- **SUPPLIED RECORDS**
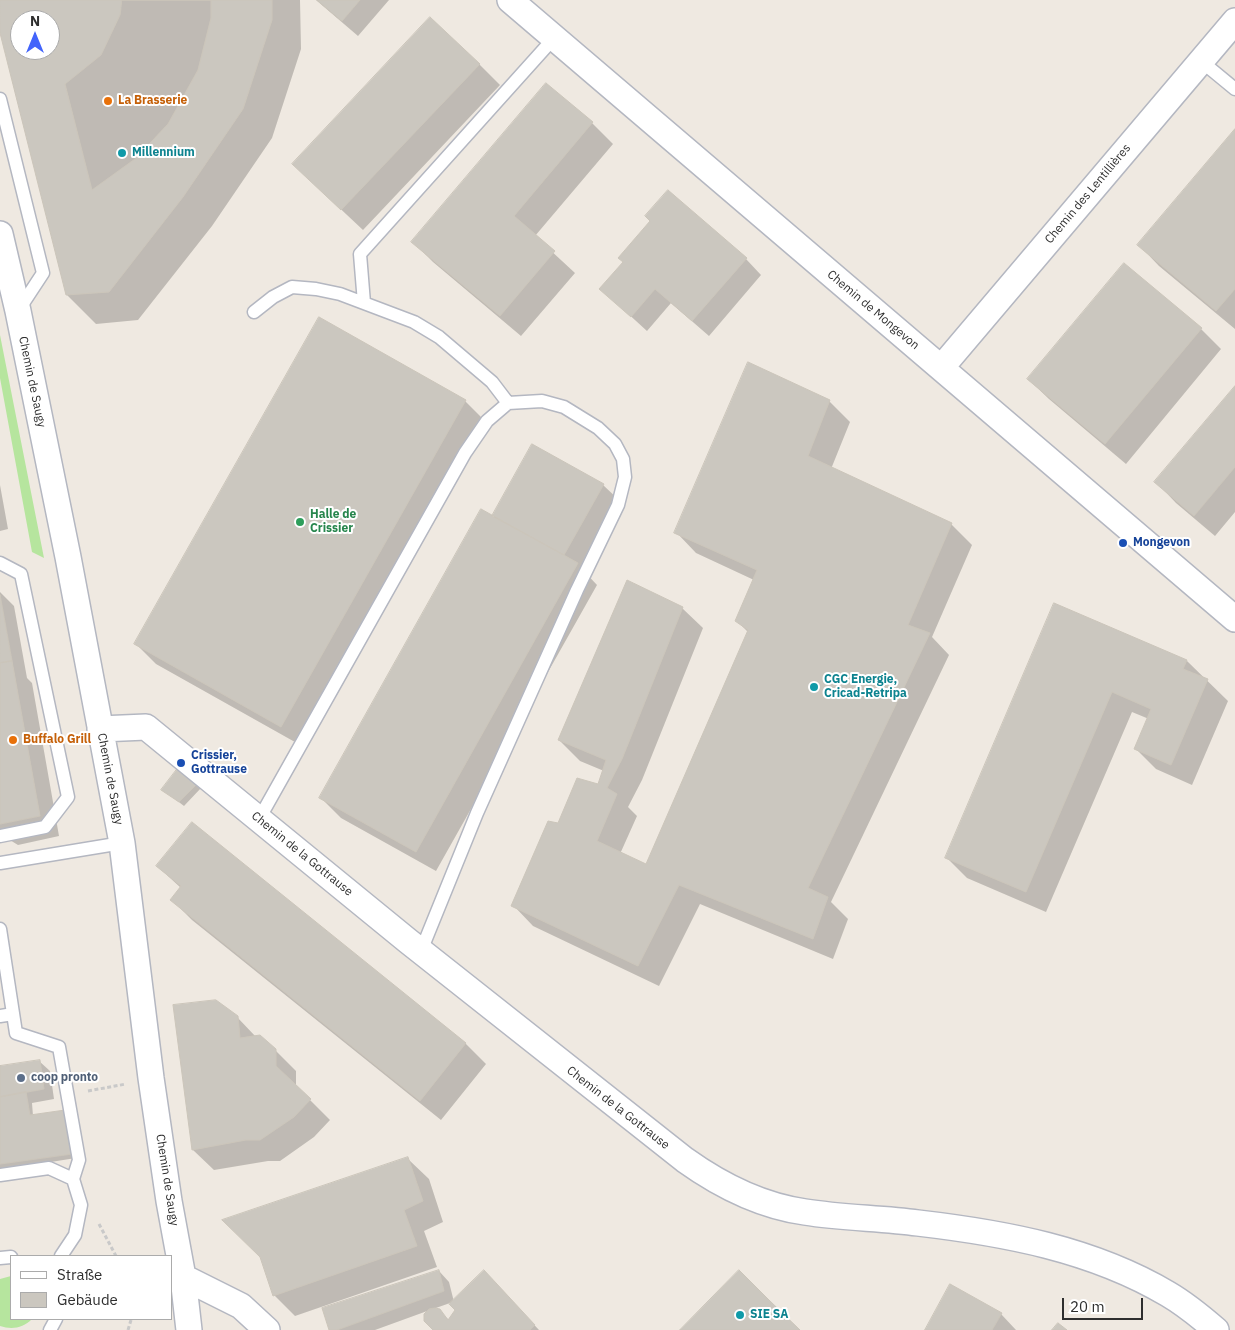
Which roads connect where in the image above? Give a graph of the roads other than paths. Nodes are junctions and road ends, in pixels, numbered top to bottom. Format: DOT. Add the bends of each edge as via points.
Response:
graph roads {
  1 [pos="510,0"];
  2 [pos="1235,20"];
  3 [pos="554,38"];
  4 [pos="1201,61"];
  5 [pos="1235,89"];
  6 [pos="0,99"];
  7 [pos="0,234"];
  8 [pos="10,296"];
  9 [pos="364,303"];
  10 [pos="254,312"];
  11 [pos="941,368"];
  12 [pos="508,403"];
  13 [pos="0,563"];
  14 [pos="1235,619"];
  15 [pos="100,728"];
  16 [pos="259,819"];
  17 [pos="0,836"];
  18 [pos="122,842"];
  19 [pos="0,863"];
  20 [pos="0,935"];
  21 [pos="421,951"];
  22 [pos="2,959"];
  23 [pos="5,998"];
  24 [pos="6,1015"];
  25 [pos="0,1175"];
  26 [pos="73,1179"];
  27 [pos="62,1255"];
  28 [pos="177,1279"];
  29 [pos="189,1330"];
  30 [pos="267,1330"];
  31 [pos="1216,1330"];
  1 -- 3 [label="street, Chemin de Mongevon"];
  2 -- 4 [label="street, Chemin des Lentillières"];
  3 -- 9 [label="lane" via="360,254"];
  3 -- 11 [label="street, Chemin de Mongevon"];
  4 -- 5 [label="lane"];
  4 -- 11 [label="street, Chemin des Lentillières"];
  6 -- 8 [label="lane" via="43,272"];
  7 -- 8 [label="street, Chemin de Saugy"];
  8 -- 15 [label="street, Chemin de Saugy" via="68,557"];
  9 -- 10 [label="lane" via="340,294 292,288 273,297"];
  9 -- 12 [label="lane" via="414,322 439,337 492,382"];
  11 -- 14 [label="street, Chemin de Mongevon"];
  12 -- 16 [label="lane" via="487,421 465,453"];
  12 -- 21 [label="lane" via="542,401 578,415 615,444 623,459 625,477 618,505 477,813"];
  13 -- 17 [label="lane" via="21,574 68,797 45,827"];
  15 -- 16 [label="street, Chemin de la Gottrause" via="146,727"];
  15 -- 18 [label="street, Chemin de Saugy"];
  16 -- 21 [label="street, Chemin de la Gottrause"];
  18 -- 19 [label="lane"];
  18 -- 28 [label="street, Chemin de Saugy"];
  20 -- 22 [label="lane"];
  21 -- 31 [label="street, Chemin de la Gottrause" via="685,1160 708,1176 745,1194 804,1212 919,1223 1010,1237 1101,1261 1168,1294"];
  22 -- 23 [label="lane"];
  23 -- 24 [label="lane"];
  24 -- 26 [label="lane" via="16,1033 59,1047 79,1160"];
  25 -- 26 [label="lane" via="49,1168"];
  26 -- 27 [label="lane" via="81,1204 75,1235"];
  28 -- 29 [label="street, Chemin de Saugy"];
  28 -- 30 [label="street" via="241,1306"];
}
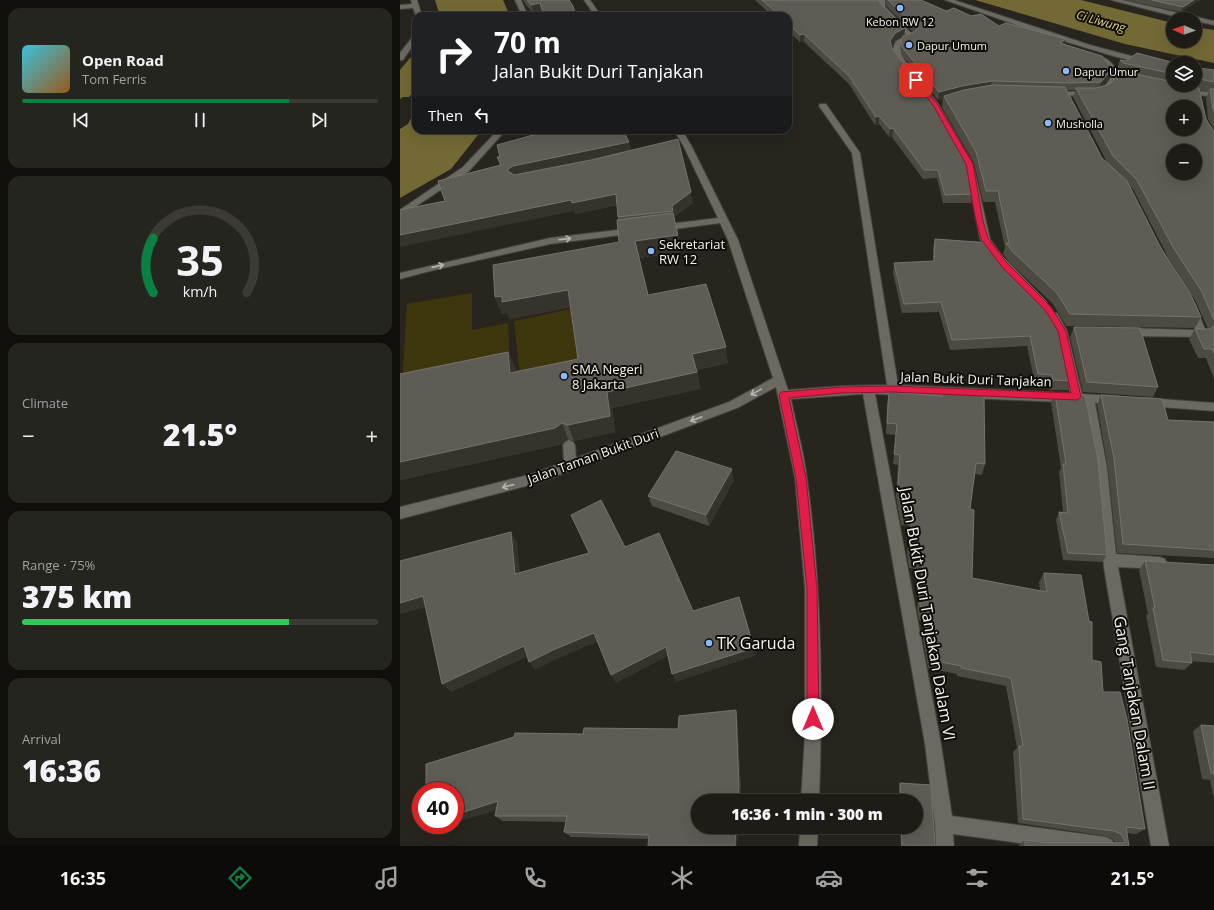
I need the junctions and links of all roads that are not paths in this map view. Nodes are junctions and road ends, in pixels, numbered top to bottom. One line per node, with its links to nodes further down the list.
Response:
1 (518, 0): 8 (street)
2 (587, 0): 9 (street)
3 (882, 0): 25 (street)
4 (948, 0): 16 (street)
5 (1114, 0): 10 (street)
6 (415, 3): 7 (street)
7 (400, 7)
8 (523, 12)
9 (595, 12)
10 (1166, 12)
11 (1202, 21): 12 (street)
12 (1214, 23)
13 (1052, 38): 18 (street)
14 (412, 41): 15 (street)
15 (402, 54)
16 (1166, 67)
17 (1186, 92): 19 (street)
18 (1046, 94)
19 (1214, 95)
20 (823, 106): 32 (street)
21 (498, 134): 23 (street)
22 (679, 134): 24 (street)
23 (400, 214)
24 (724, 220): 26 (street, one-way to 24); 30 (street)
25 (1005, 265)
26 (400, 276)
27 (1186, 297): 29 (street)
28 (1048, 308): 34 (street, Gang Tanjakan Dalam II)
29 (1116, 332)
30 (779, 380): 33 (street); 37 (street, Jalan Taman Bukit Duri, one-way to 37)
31 (868, 389): 32 (street, Jalan Bukit Duri Tanjakan); 33 (street, Jalan Bukit Duri Tanjakan); 42 (street, Jalan Bukit Duri Tanjakan Dalam VI)
32 (892, 389): 34 (street, Jalan Bukit Duri Tanjakan)
33 (784, 395): 41 (street)
34 (1082, 397): 35 (street, Jalan Bukit Duri Tanjakan); 39 (street, Gang Tanjakan Dalam II)
35 (1214, 407)
36 (569, 445): 37 (street)
37 (570, 465): 38 (street, Jalan Taman Bukit Duri, one-way to 38)
38 (400, 512)
39 (1111, 560): 40 (street); 47 (street, Gang Tanjakan Dalam II)
40 (1172, 564)
41 (810, 794)
42 (944, 824): 45 (street, Jalan Bukit Duri Tanjakan Dalam VI); 46 (street)
43 (809, 834): 44 (street)
44 (808, 846)
45 (945, 846)
46 (1106, 846)
47 (1160, 846)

- **PROBLEM TO WORK ON**
In the preceding material, find each line holding the word "bottom" and copy it out.

- **REPLY TO THE EXERCISE**
Which roads connect where in the image above? Give a graph of the roads other than paths. Nodes are junctions and road ends, in pixels, numbered top to bottom. Format: DOT. Add the bends of each edge as via points.
I need the junctions and links of all roads that are not paths in this map view. Nodes are junctions and road ends, in pixels, numbered top to bottom. One line per node, with its links to nodes further down the list.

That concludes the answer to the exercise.